Posting on this site has taken a back seat for me in recent weeks. I’m busy at work. I’ve also been busy working to improve the content on this site. It’s necessary to take a step away in order to take a step forward.
One of the projects was an article for the Hartford Business Journal. When I told my Mom that the article was published, her response was “did a copy come in the mail?” I told her that I learned of its publication through a post by Dan Schwartz on Facebook.
Here’s part of the article:
“Social media is no different than traditional ways lawyers have attracted business in the past namely through meeting and connecting with other people,” said Ryan McKeen, an attorney with Leone, Throwe, Teller & Nagle in East Hartford. “Social media is just another venue for that to happen. I can source business directly to my blog (aconnecticutlawblog.com), Facebook account, and Twitter.”

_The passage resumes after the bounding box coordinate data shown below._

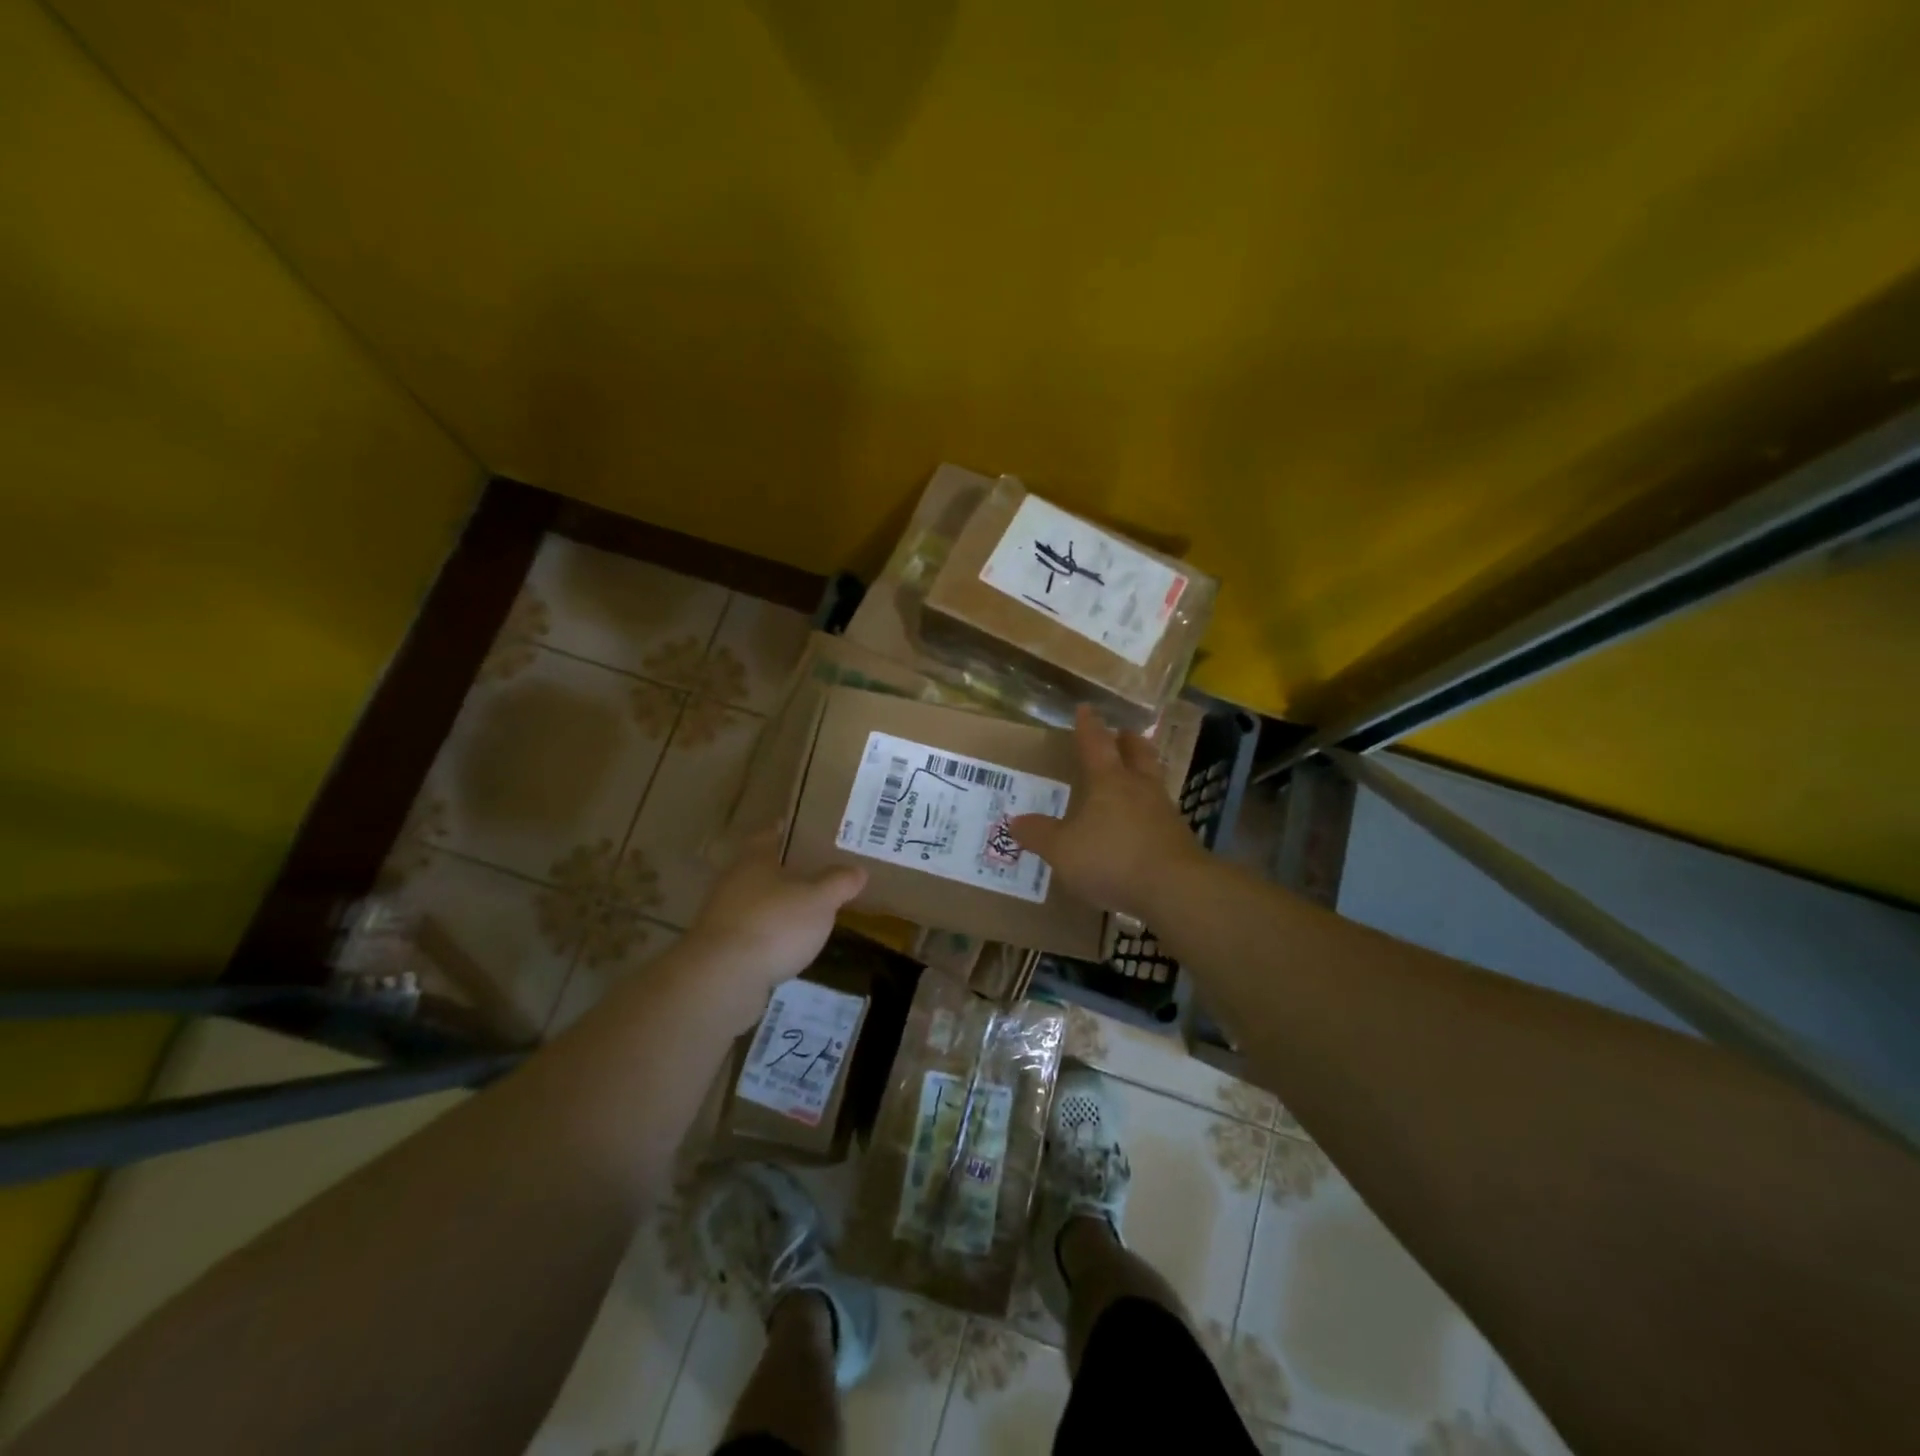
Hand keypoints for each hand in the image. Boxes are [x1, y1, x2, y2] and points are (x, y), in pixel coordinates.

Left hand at [678, 830, 866, 1029]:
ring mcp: (723, 917)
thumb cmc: (774, 925)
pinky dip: (769, 936)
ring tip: (808, 911)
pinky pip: (752, 933)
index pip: (769, 835)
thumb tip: (858, 870)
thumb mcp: (819, 900)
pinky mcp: (721, 950)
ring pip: (756, 902)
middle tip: (818, 872)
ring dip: (777, 906)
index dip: (787, 831)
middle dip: (786, 871)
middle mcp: (733, 882)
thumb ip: (839, 883)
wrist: (723, 979)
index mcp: (754, 860)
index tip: (806, 830)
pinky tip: (789, 946)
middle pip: (761, 869)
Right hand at [1008, 705, 1205, 920]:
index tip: (1086, 708)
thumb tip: (1015, 822)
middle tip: (1124, 733)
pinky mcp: (1179, 840)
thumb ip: (1040, 835)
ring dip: (1144, 773)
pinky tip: (1142, 825)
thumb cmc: (1112, 858)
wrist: (1175, 889)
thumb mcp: (1063, 850)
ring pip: (1154, 781)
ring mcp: (1164, 813)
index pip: (1096, 744)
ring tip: (1135, 777)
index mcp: (1109, 781)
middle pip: (1138, 754)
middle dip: (1129, 742)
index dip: (1088, 726)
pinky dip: (1150, 811)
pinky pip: (1161, 815)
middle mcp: (1140, 788)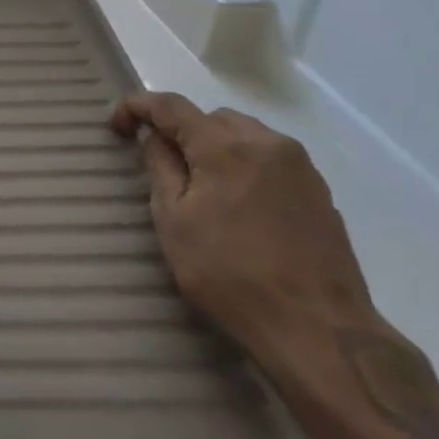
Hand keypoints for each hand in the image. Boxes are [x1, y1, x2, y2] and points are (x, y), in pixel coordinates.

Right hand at [111, 92, 375, 367]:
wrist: (320, 333)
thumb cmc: (231, 275)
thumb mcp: (174, 221)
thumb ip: (161, 168)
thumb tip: (156, 139)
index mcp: (226, 146)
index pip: (170, 106)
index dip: (137, 107)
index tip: (116, 127)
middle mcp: (268, 144)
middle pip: (211, 117)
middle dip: (181, 131)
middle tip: (162, 164)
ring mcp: (301, 168)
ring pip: (244, 136)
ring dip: (215, 147)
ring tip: (201, 186)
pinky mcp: (321, 194)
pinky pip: (270, 161)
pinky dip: (244, 167)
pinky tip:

McKeen says that new technologies are changing the very way lawyers work, particularly in their ability to process and organize large amounts of information rapidly from any location — eliminating the traditional reliance on paper.
While many lawyers see social media as just another marketing tool, McKeen says it is much more.
“Marketing is the wrong way to think about how to use social media,” he said. “Be it a blog or Twitter or Facebook — it’s about connecting to your audience and them connecting to you.”
One increasingly popular way to connect is with blogs such as McKeen’s. Blog posts not only allow lawyers to reach an enormous potential customer base, but also allow them to position themselves as thought leaders.
McKeen believes firm leaders should wholeheartedly promote the sharing of ideas.
“I’m all for unstructured,’’ McKeen said. “Leadership should let its talented lawyers do great things across platforms and benefit from the results. The worst blogs are boring blogs. Rules make for boring blogs. Many lawyers write well and are uniquely situated to share insights on issues that benefit others. Lawyers should do that and firm leaders should encourage them to do so.”